# The problem:
Please repeat the records below exactly, skipping any pictures.

# Saved data entries:
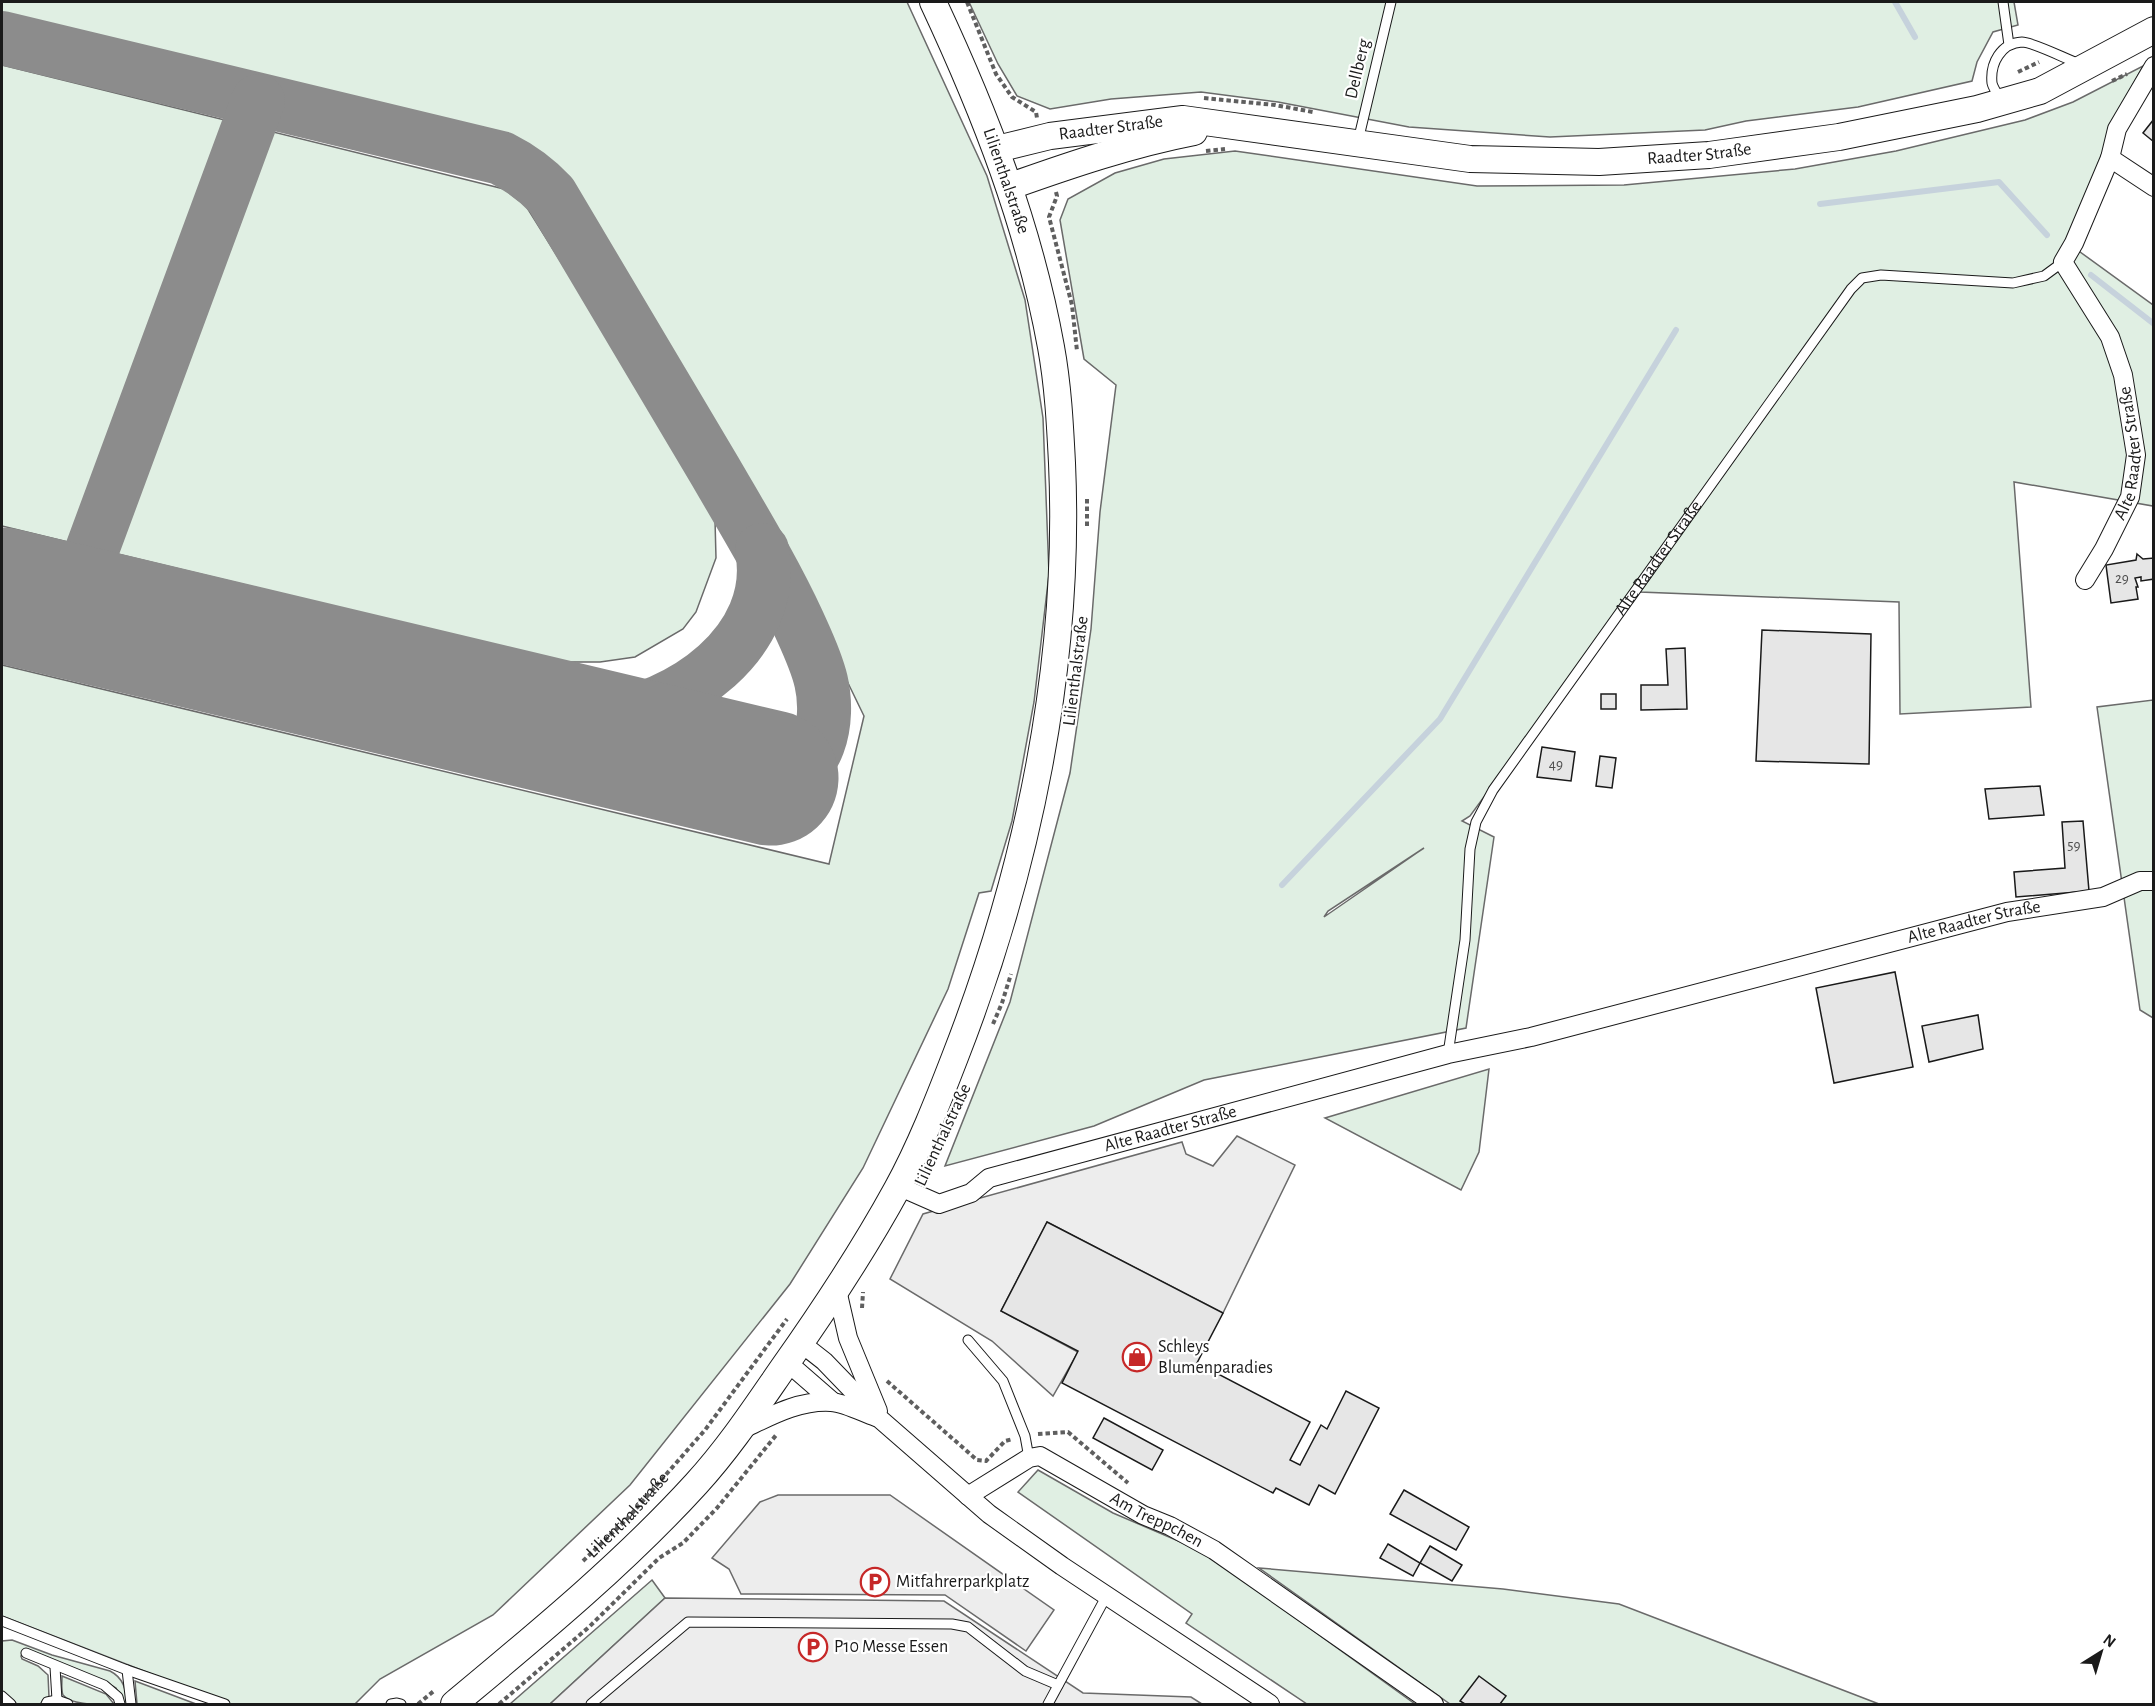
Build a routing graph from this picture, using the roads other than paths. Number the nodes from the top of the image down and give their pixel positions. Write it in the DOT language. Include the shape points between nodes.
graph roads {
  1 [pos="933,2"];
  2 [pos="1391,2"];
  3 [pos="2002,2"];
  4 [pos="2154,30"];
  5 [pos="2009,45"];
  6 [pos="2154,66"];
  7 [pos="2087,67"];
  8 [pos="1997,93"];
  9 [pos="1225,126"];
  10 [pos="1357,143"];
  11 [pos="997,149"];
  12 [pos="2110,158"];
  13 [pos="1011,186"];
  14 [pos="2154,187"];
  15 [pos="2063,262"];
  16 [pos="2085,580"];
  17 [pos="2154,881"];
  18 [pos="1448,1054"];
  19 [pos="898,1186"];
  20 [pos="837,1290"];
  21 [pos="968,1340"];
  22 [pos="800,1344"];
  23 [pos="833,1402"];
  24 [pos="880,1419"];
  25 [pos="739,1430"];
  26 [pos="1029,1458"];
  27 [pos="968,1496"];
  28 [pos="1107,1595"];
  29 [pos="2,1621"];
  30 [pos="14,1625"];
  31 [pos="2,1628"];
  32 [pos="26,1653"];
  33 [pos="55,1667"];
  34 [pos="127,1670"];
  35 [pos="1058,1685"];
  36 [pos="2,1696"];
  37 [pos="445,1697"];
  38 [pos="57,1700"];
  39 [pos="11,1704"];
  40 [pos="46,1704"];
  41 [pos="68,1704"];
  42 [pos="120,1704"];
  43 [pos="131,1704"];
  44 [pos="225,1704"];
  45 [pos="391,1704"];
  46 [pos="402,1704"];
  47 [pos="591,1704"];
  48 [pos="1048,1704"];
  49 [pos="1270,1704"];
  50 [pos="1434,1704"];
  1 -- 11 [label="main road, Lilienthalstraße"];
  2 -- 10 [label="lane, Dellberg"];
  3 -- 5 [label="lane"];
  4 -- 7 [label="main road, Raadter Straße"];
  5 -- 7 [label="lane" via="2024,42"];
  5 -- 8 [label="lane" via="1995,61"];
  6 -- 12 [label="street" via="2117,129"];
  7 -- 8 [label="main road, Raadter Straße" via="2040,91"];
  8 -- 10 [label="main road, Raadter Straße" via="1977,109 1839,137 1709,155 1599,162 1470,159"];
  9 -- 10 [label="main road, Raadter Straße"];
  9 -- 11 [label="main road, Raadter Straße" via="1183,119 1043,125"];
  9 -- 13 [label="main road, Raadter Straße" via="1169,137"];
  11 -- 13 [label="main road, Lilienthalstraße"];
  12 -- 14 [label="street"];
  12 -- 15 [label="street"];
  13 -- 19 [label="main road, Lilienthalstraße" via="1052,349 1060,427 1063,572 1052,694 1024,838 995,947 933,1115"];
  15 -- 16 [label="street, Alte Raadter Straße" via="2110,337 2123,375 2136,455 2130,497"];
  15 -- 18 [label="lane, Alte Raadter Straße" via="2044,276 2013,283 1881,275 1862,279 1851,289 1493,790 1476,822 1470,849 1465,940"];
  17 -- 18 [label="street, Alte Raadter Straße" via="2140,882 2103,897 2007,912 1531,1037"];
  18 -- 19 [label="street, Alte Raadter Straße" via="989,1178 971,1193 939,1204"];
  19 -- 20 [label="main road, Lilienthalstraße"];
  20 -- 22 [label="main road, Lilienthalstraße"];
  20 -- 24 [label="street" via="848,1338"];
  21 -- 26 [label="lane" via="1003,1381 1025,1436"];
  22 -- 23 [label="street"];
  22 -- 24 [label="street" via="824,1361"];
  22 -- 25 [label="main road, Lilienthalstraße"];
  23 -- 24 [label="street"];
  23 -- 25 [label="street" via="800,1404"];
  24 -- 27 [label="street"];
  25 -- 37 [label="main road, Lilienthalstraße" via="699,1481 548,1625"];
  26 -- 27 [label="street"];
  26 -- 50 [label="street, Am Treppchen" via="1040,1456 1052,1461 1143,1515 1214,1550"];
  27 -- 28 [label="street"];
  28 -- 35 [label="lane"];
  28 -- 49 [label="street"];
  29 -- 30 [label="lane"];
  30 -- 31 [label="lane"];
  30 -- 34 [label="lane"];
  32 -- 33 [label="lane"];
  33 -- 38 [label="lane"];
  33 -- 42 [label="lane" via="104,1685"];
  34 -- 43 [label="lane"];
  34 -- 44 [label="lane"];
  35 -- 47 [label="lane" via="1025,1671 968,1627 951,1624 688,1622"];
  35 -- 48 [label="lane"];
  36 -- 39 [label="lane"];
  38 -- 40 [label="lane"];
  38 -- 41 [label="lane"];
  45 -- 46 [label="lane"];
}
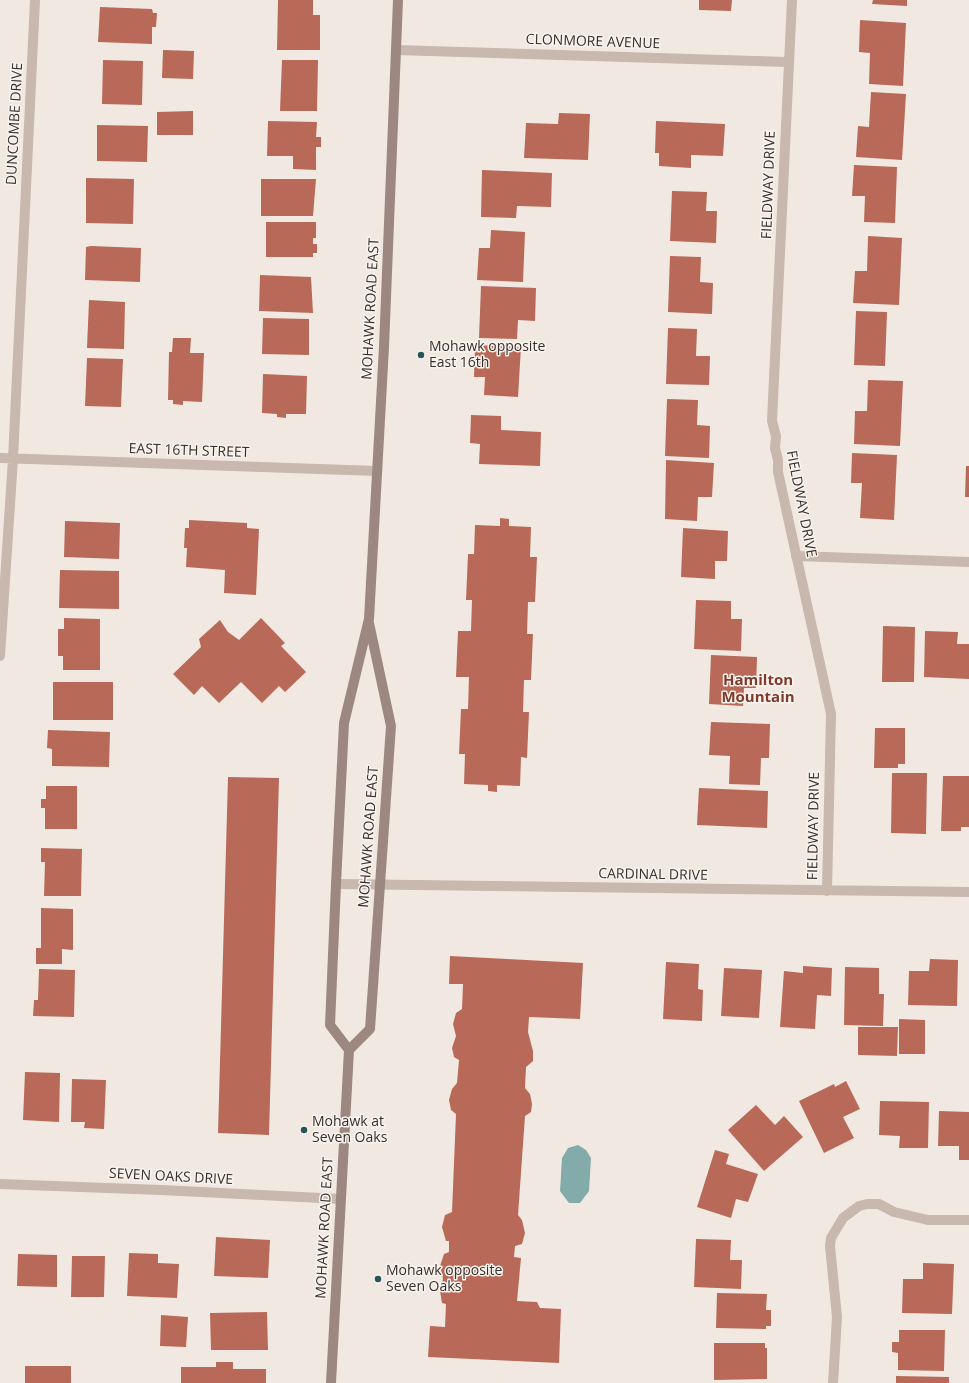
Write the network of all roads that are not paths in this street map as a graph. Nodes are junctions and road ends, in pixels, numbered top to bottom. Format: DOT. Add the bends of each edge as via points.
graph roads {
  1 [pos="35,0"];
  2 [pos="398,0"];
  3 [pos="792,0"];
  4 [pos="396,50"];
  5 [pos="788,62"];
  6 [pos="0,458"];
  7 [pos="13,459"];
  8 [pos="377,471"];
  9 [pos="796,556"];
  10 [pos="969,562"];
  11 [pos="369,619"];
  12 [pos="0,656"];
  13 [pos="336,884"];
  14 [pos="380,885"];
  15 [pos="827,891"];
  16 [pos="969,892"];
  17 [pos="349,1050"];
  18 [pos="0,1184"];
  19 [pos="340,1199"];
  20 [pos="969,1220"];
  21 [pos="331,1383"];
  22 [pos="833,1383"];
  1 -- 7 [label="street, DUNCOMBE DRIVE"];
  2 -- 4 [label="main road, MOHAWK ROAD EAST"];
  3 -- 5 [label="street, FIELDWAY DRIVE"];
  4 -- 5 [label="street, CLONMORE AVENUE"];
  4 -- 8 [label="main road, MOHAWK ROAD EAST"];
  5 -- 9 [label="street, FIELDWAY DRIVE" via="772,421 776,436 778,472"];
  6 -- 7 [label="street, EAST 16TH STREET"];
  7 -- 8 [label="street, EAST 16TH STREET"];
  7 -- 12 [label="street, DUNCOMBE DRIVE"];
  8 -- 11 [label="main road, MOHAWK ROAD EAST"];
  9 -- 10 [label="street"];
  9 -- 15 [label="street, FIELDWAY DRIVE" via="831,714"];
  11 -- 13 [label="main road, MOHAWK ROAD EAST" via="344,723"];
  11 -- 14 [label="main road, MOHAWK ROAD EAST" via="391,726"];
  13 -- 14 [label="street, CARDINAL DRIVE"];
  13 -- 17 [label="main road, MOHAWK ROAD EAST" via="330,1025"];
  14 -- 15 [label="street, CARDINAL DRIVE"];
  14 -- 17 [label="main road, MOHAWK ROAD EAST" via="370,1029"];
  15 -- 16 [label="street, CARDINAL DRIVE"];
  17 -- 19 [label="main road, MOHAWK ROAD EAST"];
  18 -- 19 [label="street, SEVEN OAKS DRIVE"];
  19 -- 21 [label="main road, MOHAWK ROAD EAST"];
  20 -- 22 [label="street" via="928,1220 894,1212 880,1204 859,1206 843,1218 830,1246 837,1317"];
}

# Answer section:
Build a routing graph from this picture, using the roads other than paths. Number the nodes from the top of the image down and give their pixel positions. Write it in the DOT language. Include the shape points between nodes.
graph roads {
  1 [pos="933,2"];
  2 [pos="1391,2"];
  3 [pos="2002,2"];
  4 [pos="2154,30"];
  5 [pos="2009,45"];
  6 [pos="2154,66"];
  7 [pos="2087,67"];
  8 [pos="1997,93"];
  9 [pos="1225,126"];
  10 [pos="1357,143"];
  11 [pos="997,149"];
  12 [pos="2110,158"];
  13 [pos="1011,186"];
  14 [pos="2154,187"];
  15 [pos="2063,262"];
  16 [pos="2085,580"];
  17 [pos="2154,881"];
  18 [pos="1448,1054"];
  19 [pos="898,1186"];
  20 [pos="837,1290"];
  21 [pos="968,1340"];
  22 [pos="800,1344"];
  23 [pos="833,1402"];
  24 [pos="880,1419"];
  25 [pos="739,1430"];
  26 [pos="1029,1458"];
  27 [pos="968,1496"];
  28 [pos="1107,1595"];
  29 [pos="2,1621"];
  30 [pos="14,1625"];
  31 [pos="2,1628"];
  32 [pos="26,1653"];
  33 [pos="55,1667"];
  34 [pos="127,1670"];
  35 [pos="1058,1685"];
  36 [pos="2,1696"];
  37 [pos="445,1697"];
  38 [pos="57,1700"];
  39 [pos="11,1704"];
  40 [pos="46,1704"];
  41 [pos="68,1704"];
  42 [pos="120,1704"];
  43 [pos="131,1704"];
  44 [pos="225,1704"];
  45 [pos="391,1704"];
  46 [pos="402,1704"];
  47 [pos="591,1704"];
  48 [pos="1048,1704"];
  49 [pos="1270,1704"];
  50 [pos="1434,1704"];
  1 -- 11 [label="main road, Lilienthalstraße"];
  2 -- 10 [label="lane, Dellberg"];
  3 -- 5 [label="lane"];
  4 -- 7 [label="main road, Raadter Straße"];
  5 -- 7 [label="lane" via="2024,42"];
  5 -- 8 [label="lane" via="1995,61"];
  6 -- 12 [label="street" via="2117,129"];
  7 -- 8 [label="main road, Raadter Straße" via="2040,91"];
  8 -- 10 [label="main road, Raadter Straße" via="1977,109 1839,137 1709,155 1599,162 1470,159"];
  9 -- 10 [label="main road, Raadter Straße"];
  9 -- 11 [label="main road, Raadter Straße" via="1183,119 1043,125"];
  9 -- 13 [label="main road, Raadter Straße" via="1169,137"];
  11 -- 13 [label="main road, Lilienthalstraße"];
  12 -- 14 [label="street"];
  12 -- 15 [label="street"];
  13 -- 19 [label="main road, Lilienthalstraße" via="1052,349 1060,427 1063,572 1052,694 1024,838 995,947 933,1115"];
  15 -- 16 [label="street, Alte Raadter Straße" via="2110,337 2123,375 2136,455 2130,497"];
  15 -- 18 [label="lane, Alte Raadter Straße" via="2044,276 2013,283 1881,275 1862,279 1851,289 1493,790 1476,822 1470,849 1465,940"];
  17 -- 18 [label="street, Alte Raadter Straße" via="2140,882 2103,897 2007,912 1531,1037"];
  18 -- 19 [label="street, Alte Raadter Straße" via="989,1178 971,1193 939,1204"];
  19 -- 20 [label="main road, Lilienthalstraße"];
  20 -- 22 [label="main road, Lilienthalstraße"];
  20 -- 24 [label="street" via="848,1338"];
  21 -- 26 [label="lane" via="1003,1381 1025,1436"];
  22 -- 23 [label="street"];
  22 -- 24 [label="street" via="824,1361"];
  22 -- 25 [label="main road, Lilienthalstraße"];
  23 -- 24 [label="street"];
  23 -- 25 [label="street" via="800,1404"];
  24 -- 27 [label="street"];
  25 -- 37 [label="main road, Lilienthalstraße" via="699,1481 548,1625"];
  26 -- 27 [label="street"];
  26 -- 50 [label="street, Am Treppchen" via="1040,1456 1052,1461 1143,1515 1214,1550"];
  27 -- 28 [label="street"];
  28 -- 35 [label="lane"];
  28 -- 49 [label="street"];
  29 -- 30 [label="lane"];
  30 -- 31 [label="lane"];
  30 -- 34 [label="lane"];
  32 -- 33 [label="lane"];
  33 -- 38 [label="lane"];
  33 -- 42 [label="lane" via="104,1685"];
  34 -- 43 [label="lane"];
  34 -- 44 [label="lane"];
  35 -- 47 [label="lane" via="1025,1671 968,1627 951,1624 688,1622"];
  35 -- 48 [label="lane"];
  36 -- 39 [label="lane"];
  38 -- 40 [label="lane"];
  38 -- 41 [label="lane"];
  45 -- 46 [label="lane"];
}
Write the network of all roads that are not paths in this street map as a graph. Nodes are junctions and road ends, in pixels, numbered top to bottom. Format: DOT. Add the bends of each edge as via points.
graph roads {
  1 [pos="35,0"];
  2 [pos="398,0"];
  3 [pos="792,0"];
  4 [pos="396,50"];
  5 [pos="788,62"];
  6 [pos="0,458"];
  7 [pos="13,459"];
  8 [pos="377,471"];
  9 [pos="796,556"];
  10 [pos="969,562"];
  11 [pos="369,619"];
  12 [pos="0,656"];
  13 [pos="336,884"];
  14 [pos="380,885"];
  15 [pos="827,891"];
  16 [pos="969,892"];
  17 [pos="349,1050"];
  18 [pos="0,1184"];
  19 [pos="340,1199"];
  20 [pos="969,1220"];
  21 [pos="331,1383"];
  22 [pos="833,1383"];
  1 -- 7 [label="street, DUNCOMBE DRIVE"];
  2 -- 4 [label="main road, MOHAWK ROAD EAST"];
  3 -- 5 [label="street, FIELDWAY DRIVE"];
  4 -- 5 [label="street, CLONMORE AVENUE"];
  4 -- 8 [label="main road, MOHAWK ROAD EAST"];
  5 -- 9 [label="street, FIELDWAY DRIVE" via="772,421 776,436 778,472"];
  6 -- 7 [label="street, EAST 16TH STREET"];
  7 -- 8 [label="street, EAST 16TH STREET"];
  7 -- 12 [label="street, DUNCOMBE DRIVE"];
  8 -- 11 [label="main road, MOHAWK ROAD EAST"];
  9 -- 10 [label="street"];
  9 -- 15 [label="street, FIELDWAY DRIVE" via="831,714"];
  11 -- 13 [label="main road, MOHAWK ROAD EAST" via="344,723"];
  11 -- 14 [label="main road, MOHAWK ROAD EAST" via="391,726"];
  13 -- 14 [label="street, CARDINAL DRIVE"];
  13 -- 17 [label="main road, MOHAWK ROAD EAST" via="330,1025"];
  14 -- 15 [label="street, CARDINAL DRIVE"];
  14 -- 17 [label="main road, MOHAWK ROAD EAST" via="370,1029"];
  15 -- 16 [label="street, CARDINAL DRIVE"];
  17 -- 19 [label="main road, MOHAWK ROAD EAST"];
  18 -- 19 [label="street, SEVEN OAKS DRIVE"];
  19 -- 21 [label="main road, MOHAWK ROAD EAST"];
  20 -- 22 [label="street" via="928,1220 894,1212 880,1204 859,1206 843,1218 830,1246 837,1317"];
}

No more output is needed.